Les victimes invisibles du coronavirus en Guinée

20 / 04 / 2020

Les pays africains ont très rapidement pris les premières mesures visant à contenir la propagation du Covid-19. Souvent, avant même les premiers décès, les frontières, les restaurants et les cafés ont été fermés et les gouvernements ont appelé les citoyens à rester chez eux.

Jusqu’à présent, la plupart des pays africains ne comptent pas un nombre élevé de cas de coronavirus. Par exemple en Guinée, pays d’Afrique occidentale : 579 cas ont été dénombrés, dont 87 guérisons et 5 décès (chiffres du 20 avril 2020). Malheureusement, le coronavirus fait aussi des victimes invisibles : les décès indirects, liés par exemple au manque de médicaments, ne sont pas inclus dans ces statistiques.

Résistance

Notre partenaire local Fraternité Médicale Guinée (FMG) tire la sonnette d’alarme ! En raison de l’arrêt du trafic aérien, il n’y a plus de médicaments disponibles contre la tuberculose. « Dans notre centre uniquement, 480 personnes se retrouvent déjà sans traitement », témoigne le médecin et directeur de FMG Abdoulaye Sow. « Ce n’est sans doute que la partie émergée de l’iceberg. En raison de la pénurie de médicaments, des milliers de patients sont abandonnés à leur sort. De plus, nous avons découvert qu’en raison de problèmes de gestion au niveau national, un nombre insuffisant de médicaments a été stocké l’année dernière, ce qui nous plonge dans une situation difficile« .

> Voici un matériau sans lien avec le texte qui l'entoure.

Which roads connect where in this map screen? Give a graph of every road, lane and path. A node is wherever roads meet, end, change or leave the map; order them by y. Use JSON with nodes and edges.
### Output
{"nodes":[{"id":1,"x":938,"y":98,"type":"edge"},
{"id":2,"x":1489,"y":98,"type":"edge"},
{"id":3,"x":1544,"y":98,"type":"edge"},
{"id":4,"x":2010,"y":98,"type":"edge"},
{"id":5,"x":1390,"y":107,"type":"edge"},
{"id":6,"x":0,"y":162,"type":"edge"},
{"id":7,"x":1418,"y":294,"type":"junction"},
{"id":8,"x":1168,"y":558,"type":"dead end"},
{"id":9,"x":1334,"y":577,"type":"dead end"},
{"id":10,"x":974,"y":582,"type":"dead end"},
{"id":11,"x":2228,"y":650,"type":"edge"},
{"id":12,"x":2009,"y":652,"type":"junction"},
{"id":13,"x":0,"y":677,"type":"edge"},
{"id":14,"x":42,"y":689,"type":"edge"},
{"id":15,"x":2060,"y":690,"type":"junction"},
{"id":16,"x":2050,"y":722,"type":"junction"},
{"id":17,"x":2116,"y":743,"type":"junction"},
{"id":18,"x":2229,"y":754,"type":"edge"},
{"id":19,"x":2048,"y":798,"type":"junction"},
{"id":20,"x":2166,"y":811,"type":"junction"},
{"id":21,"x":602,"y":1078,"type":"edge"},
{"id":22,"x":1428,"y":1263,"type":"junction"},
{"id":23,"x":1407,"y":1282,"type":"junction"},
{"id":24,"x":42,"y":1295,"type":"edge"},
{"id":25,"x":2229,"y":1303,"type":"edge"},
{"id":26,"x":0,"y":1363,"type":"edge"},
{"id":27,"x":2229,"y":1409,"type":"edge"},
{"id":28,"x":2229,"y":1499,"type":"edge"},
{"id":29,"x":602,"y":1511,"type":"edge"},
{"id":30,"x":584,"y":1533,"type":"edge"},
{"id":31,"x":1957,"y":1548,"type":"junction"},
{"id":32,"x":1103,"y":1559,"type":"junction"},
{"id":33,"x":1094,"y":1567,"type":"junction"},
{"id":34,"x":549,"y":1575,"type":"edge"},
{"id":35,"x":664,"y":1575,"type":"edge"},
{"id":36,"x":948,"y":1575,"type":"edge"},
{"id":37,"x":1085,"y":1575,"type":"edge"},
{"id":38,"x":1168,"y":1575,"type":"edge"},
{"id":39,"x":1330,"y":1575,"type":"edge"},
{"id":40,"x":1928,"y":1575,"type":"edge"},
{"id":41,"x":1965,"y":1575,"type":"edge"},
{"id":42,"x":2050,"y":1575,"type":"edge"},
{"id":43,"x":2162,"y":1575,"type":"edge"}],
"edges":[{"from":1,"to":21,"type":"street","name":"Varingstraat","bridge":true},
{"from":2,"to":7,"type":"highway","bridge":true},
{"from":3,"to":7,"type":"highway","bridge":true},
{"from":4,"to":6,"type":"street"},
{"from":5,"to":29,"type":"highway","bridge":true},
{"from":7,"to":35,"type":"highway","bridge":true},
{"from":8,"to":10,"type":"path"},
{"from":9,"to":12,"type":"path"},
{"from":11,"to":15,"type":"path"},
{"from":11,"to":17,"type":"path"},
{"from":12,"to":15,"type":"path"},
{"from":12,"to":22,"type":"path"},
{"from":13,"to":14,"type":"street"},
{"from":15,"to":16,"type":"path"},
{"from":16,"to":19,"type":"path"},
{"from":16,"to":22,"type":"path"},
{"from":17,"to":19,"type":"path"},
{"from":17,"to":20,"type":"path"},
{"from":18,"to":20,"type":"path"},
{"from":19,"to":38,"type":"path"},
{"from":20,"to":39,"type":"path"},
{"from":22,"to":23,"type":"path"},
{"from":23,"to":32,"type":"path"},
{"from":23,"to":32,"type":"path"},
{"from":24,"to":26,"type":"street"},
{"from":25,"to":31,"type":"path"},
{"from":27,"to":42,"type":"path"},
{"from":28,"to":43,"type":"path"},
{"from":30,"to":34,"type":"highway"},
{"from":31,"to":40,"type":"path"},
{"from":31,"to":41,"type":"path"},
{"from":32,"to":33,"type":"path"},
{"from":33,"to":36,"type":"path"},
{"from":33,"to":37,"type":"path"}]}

Cette situation est dramatique car les personnes qui souffrent de tuberculose et qui ne terminent pas leur traitement peuvent retomber gravement malades et infecter d’autres personnes. Sans médicaments, un patient a plus de chances de mourir. Enfin, lorsque le traitement est interrompu, il y a un risque que les bactéries dans les poumons développent une résistance au médicament.

Ebola

« Pour la Guinée, c’est un nouveau coup dur« , déclare Kristel Moerman, responsable de projet Guinée chez Memisa. « L’épidémie d’Ebola qui a frappé le pays entre 2014 et 2016 a laissé de profondes traces. Le pays est sorti lentement de cette épreuve, mais depuis le début de cette année, une crise politique a eu lieu en Guinée. Fin 2019, lorsque des mesures ont été prises pour modifier la constitution, de violentes émeutes ont éclaté entre les partisans du gouvernement et l’opposition. Plusieurs personnes ont été tuées et l’insécurité a empêché les agents de santé locaux de faire leur travail correctement. Lorsque la crise du coronavirus a éclaté il y a quelques semaines, nous étions au départ d’un optimisme prudent. Nous avons vu les centres de santé mettre rapidement et efficacement en place des mesures préventives. Ils ont également pleinement utilisé leurs connaissances et leur expérience acquises pendant la crise Ebola. En raison de la pénurie de médicaments vitaux contre la tuberculose, nous sommes cependant déjà confrontés à une autre épreuve difficile« .

Pauvreté

Pour l’instant, le coronavirus semble tuer, de manière directe, moins de personnes en Afrique qu’en Europe. Mais les conséquences socio-économiques qui résulteront de cette crise toucheront certainement beaucoup plus durement la Guinée et les autres pays africains. Les progrès considérables qui ont été réalisés ces dernières années en termes de croissance économique sont menacés. Pour la première fois depuis trente ans, la pauvreté mondiale menace d’augmenter dans le monde entier, conclut une étude réalisée par les Nations unies (Institut mondial de recherche sur l’économie du développement). La pandémie de Covid-19 pourrait rapidement annuler les effets positifs de décennies de lutte contre la pauvreté. Des solutions doivent être trouvées pour que les mesures de lutte contre le coronavirus n’affectent pas l’approvisionnement en médicaments et autres produits vitaux pour la population.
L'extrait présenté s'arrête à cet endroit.